Supervised vs Unsupervised Learning
Classifying statistical learning problems as:
- Supervised
- Unsupervised
Supervised Learning
For this domain, each observation or input has an associated response. The goal is to fit a model that relates the response to the predictors, with the hopes of accurately predicting the response (Prediction) or understanding the relationship between the predictor and the response (Inference).
- Examples include:
- Linear regression, Logistic regression
- Generalized Additive Models, Boosting, Support Vector Machines
Unsupervised Learning
Here, we observe a vector of measurements, but there is no associated response. In a way, there is no north star; in a way, we are working blind. We lack a response variable that supervises our model. We are only concerned about understanding the relationships between the given variables or observations.
- Examples include:
- Cluster analysis, where we find structure or patterns among observations

Above is an example of a clustering analysis using two variables.
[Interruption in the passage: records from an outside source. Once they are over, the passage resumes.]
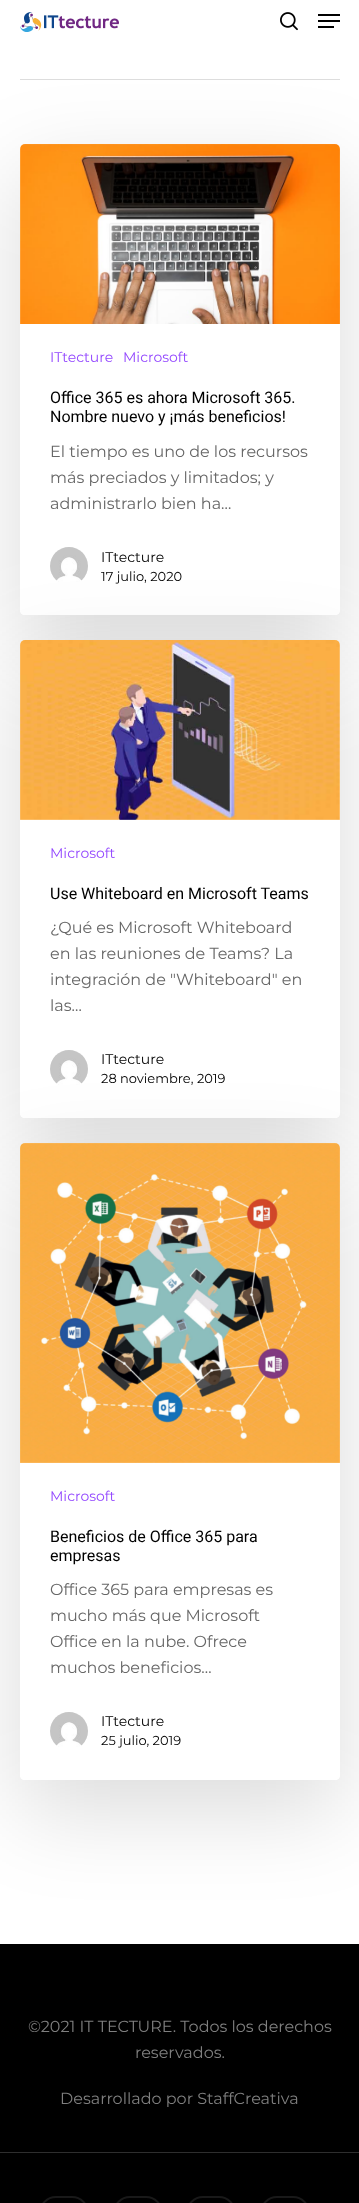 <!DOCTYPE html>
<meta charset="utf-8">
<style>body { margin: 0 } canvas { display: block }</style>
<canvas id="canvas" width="359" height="2203"></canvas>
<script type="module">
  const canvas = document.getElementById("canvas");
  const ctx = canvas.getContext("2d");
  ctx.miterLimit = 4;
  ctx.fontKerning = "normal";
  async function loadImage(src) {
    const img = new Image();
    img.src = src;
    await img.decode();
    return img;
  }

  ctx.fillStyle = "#ffffff";
  ctx.fillRect(0, 0, 359, 2203);
  ctx.drawImage(await loadImage("img1.png"), 20, 12, 99, 20);
  ctx.drawImage(await loadImage("img2.png"), 280, 12, 18, 19);
  ctx.fillStyle = "#000000";
  ctx.fillRect(318, 14, 22, 2);
  ctx.fillRect(318, 26, 16, 2);
  ctx.fillRect(318, 20, 22, 2);
  ctx.save();
  ctx.beginPath();
  ctx.moveTo(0, 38);
  ctx.lineTo(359, 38);
  ctx.lineTo(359, 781);
  ctx.lineTo(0, 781);
  ctx.closePath();
  ctx.moveTo(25, 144);
  ctx.lineTo(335, 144);
  ctx.bezierCurveTo(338, 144, 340, 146, 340, 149);
  ctx.lineTo(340, 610);
  ctx.bezierCurveTo(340, 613, 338, 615, 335, 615);
  ctx.lineTo(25, 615);
  ctx.bezierCurveTo(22, 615, 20, 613, 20, 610);
  ctx.lineTo(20, 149);
  ctx.bezierCurveTo(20, 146, 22, 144, 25, 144);
  ctx.closePath();
  ctx.clip("evenodd");
  ctx.fillStyle = "rgba(0, 0, 0, 0.14)";
  ctx.filter = "blur(45px)";
  ctx.beginPath();
  ctx.roundRect(20, 174, 320, 471, 5);
  ctx.fill();
  ctx.filter = "none";
  ctx.restore();
  ctx.fillStyle = "#dddddd";
  ctx.fillRect(20, 79, 320, 1);
  ctx.drawImage(await loadImage("img3.png"), 20, 144, 320, 180);
  ctx.font = "14px Montserrat";
  ctx.fillStyle = "#9246ff";
  ctx.fillText("ITtecture", 50, 362);
  ctx.fillText("Microsoft", 123, 362);
  ctx.fillStyle = "#ffffff";
  ctx.beginPath();
  ctx.roundRect(20, 378, 320, 237, [0, 0, 5, 5]);
  ctx.fill();
  ctx.font = "16px Roboto";
  ctx.fillStyle = "#000000";
  ctx.fillText("Office 365 es ahora Microsoft 365.", 50, 403);
  ctx.fillText("Nombre nuevo y ¡más beneficios!", 50, 422);
  ctx.font = "16px Montserrat";
  ctx.fillStyle = "#676767";
  ctx.fillText("El tiempo es uno de los recursos", 50, 457);
  ctx.fillText("más preciados y limitados; y", 50, 483);
  ctx.fillText("administrarlo bien ha…", 50, 509);
  ctx.drawImage(await loadImage("img4.png"), 50, 547, 38, 35);
  ctx.font = "14px Montserrat";
  ctx.fillStyle = "#000000";
  ctx.fillText("ITtecture", 101, 562);
  ctx.font = "13px Montserrat";
  ctx.fillText("17 julio, 2020", 101, 581);
  ctx.save();
  ctx.beginPath();
  ctx.moveTo(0, 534);
  ctx.lineTo(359, 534);
  ctx.lineTo(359, 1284);
  ctx.lineTo(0, 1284);
  ctx.closePath();
  ctx.moveTo(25, 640);
  ctx.lineTo(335, 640);
  ctx.bezierCurveTo(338, 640, 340, 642, 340, 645);
  ctx.lineTo(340, 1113);
  ctx.bezierCurveTo(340, 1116, 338, 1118, 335, 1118);
  ctx.lineTo(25, 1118);
  ctx.bezierCurveTo(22, 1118, 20, 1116, 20, 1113);
  ctx.lineTo(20, 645);
  ctx.bezierCurveTo(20, 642, 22, 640, 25, 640);
  ctx.closePath();
  ctx.clip("evenodd");
  ctx.fillStyle = "rgba(0, 0, 0, 0.14)";
  ctx.filter = "blur(45px)";
  ctx.beginPath();
  ctx.roundRect(20, 670, 320, 478, 5);
  ctx.fill();
  ctx.filter = "none";
  ctx.restore();
  ctx.drawImage(await loadImage("img5.png"), 20, 640, 320, 180);
  ctx.font = "14px Montserrat";
  ctx.fillStyle = "#9246ff";
  ctx.fillText("Microsoft", 50, 858);
  ctx.fillStyle = "#ffffff";
  ctx.beginPath();
  ctx.roundRect(20, 874, 320, 244, [0, 0, 5, 5]);
  ctx.fill();
  ctx.font = "16px Roboto";
  ctx.fillStyle = "#000000";
  ctx.fillText("Use Whiteboard en Microsoft Teams", 50, 899);
  ctx.font = "16px Montserrat";
  ctx.fillStyle = "#676767";
  ctx.fillText("¿Qué es Microsoft Whiteboard", 50, 933);
  ctx.fillText("en las reuniones de Teams? La", 50, 959);
  ctx.fillText("integración de \"Whiteboard\" en", 50, 985);
  ctx.fillText("las…", 50, 1011);
  ctx.drawImage(await loadImage("img4.png"), 50, 1050, 38, 35);
  ctx.font = "14px Montserrat";
  ctx.fillStyle = "#000000";
  ctx.fillText("ITtecture", 101, 1064);
  ctx.font = "13px Montserrat";
  ctx.fillText("28 noviembre, 2019", 101, 1083);
  ctx.fillRect(0, 1944, 359, 259);
  ctx.save();
  ctx.beginPath();
  ctx.moveTo(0, 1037);
  ctx.lineTo(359, 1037);
  ctx.lineTo(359, 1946);
  ctx.lineTo(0, 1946);
  ctx.closePath();
  ctx.moveTo(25, 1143);
  ctx.lineTo(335, 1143);
  ctx.bezierCurveTo(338, 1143, 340, 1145, 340, 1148);
  ctx.lineTo(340, 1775);
  ctx.bezierCurveTo(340, 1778, 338, 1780, 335, 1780);
  ctx.lineTo(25, 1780);
  ctx.bezierCurveTo(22, 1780, 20, 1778, 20, 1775);
  ctx.lineTo(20, 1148);
  ctx.bezierCurveTo(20, 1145, 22, 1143, 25, 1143);
  ctx.closePath();
  ctx.clip("evenodd");
  ctx.fillStyle = "rgba(0, 0, 0, 0.14)";
  ctx.filter = "blur(45px)";
  ctx.beginPath();
  ctx.roundRect(20, 1173, 320, 637, 5);
  ctx.fill();
  ctx.filter = "none";
  ctx.restore();
  ctx.drawImage(await loadImage("img6.png"), 20, 1143, 320, 320);
  ctx.font = "14px Montserrat";
  ctx.fillStyle = "#9246ff";
  ctx.fillText("Microsoft", 50, 1501);
  ctx.fillStyle = "#ffffff";
  ctx.beginPath();
  ctx.roundRect(20, 1517, 320, 263, [0, 0, 5, 5]);
  ctx.fill();
  ctx.font = "16px Roboto";
  ctx.fillStyle = "#000000";
  ctx.fillText("Beneficios de Office 365 para", 50, 1542);
  ctx.fillText("empresas", 50, 1561);
  ctx.font = "16px Montserrat";
  ctx.fillStyle = "#676767";
  ctx.fillText("Office 365 para empresas es", 50, 1595);
  ctx.fillText("mucho más que Microsoft", 50, 1621);
  ctx.fillText("Office en la nube. Ofrece", 50, 1647);
  ctx.fillText("muchos beneficios…", 50, 1673);
  ctx.drawImage(await loadImage("img4.png"), 50, 1712, 38, 35);
  ctx.font = "14px Montserrat";
  ctx.fillStyle = "#000000";
  ctx.fillText("ITtecture", 101, 1726);
  ctx.font = "13px Montserrat";
  ctx.fillText("25 julio, 2019", 101, 1745);
  ctx.font = "16px Montserrat";
  ctx.fillStyle = "#7f7f7f";
  ctx.fillText("©2021 IT TECTURE. Todos los derechos", 28, 2032);
  ctx.fillText("reservados.", 135, 2058);
  ctx.fillText("Desarrollado por StaffCreativa", 60, 2104);
  ctx.fillStyle = "#2e2e2e";
  ctx.fillRect(0, 2152, 359, 1);
  ctx.beginPath();
  ctx.roundRect(40, 2197, 48, 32, 24);
  ctx.strokeStyle = "#191919";
  ctx.lineWidth = 2;
  ctx.stroke();
  ctx.beginPath();
  ctx.roundRect(114, 2197, 48, 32, 24);
  ctx.stroke();
  ctx.beginPath();
  ctx.roundRect(187, 2197, 48, 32, 24);
  ctx.stroke();
  ctx.beginPath();
  ctx.roundRect(261, 2197, 48, 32, 24);
  ctx.stroke();
</script>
The left plot shows that groups are well separated, while the right plot shows some overlapping clusters, making perfect assignments impossible. High dimensional data with many variables can also make visual inspection impractical - thus automated clustering methods are essential.
Semi-supervised learning
Sometimes, only part of the data set has both predictors and responses, while the rest has predictors only. This happens when predictors are cheap to collect but responses are costly. The goal then is to use methods that leverage both labeled and unlabeled data.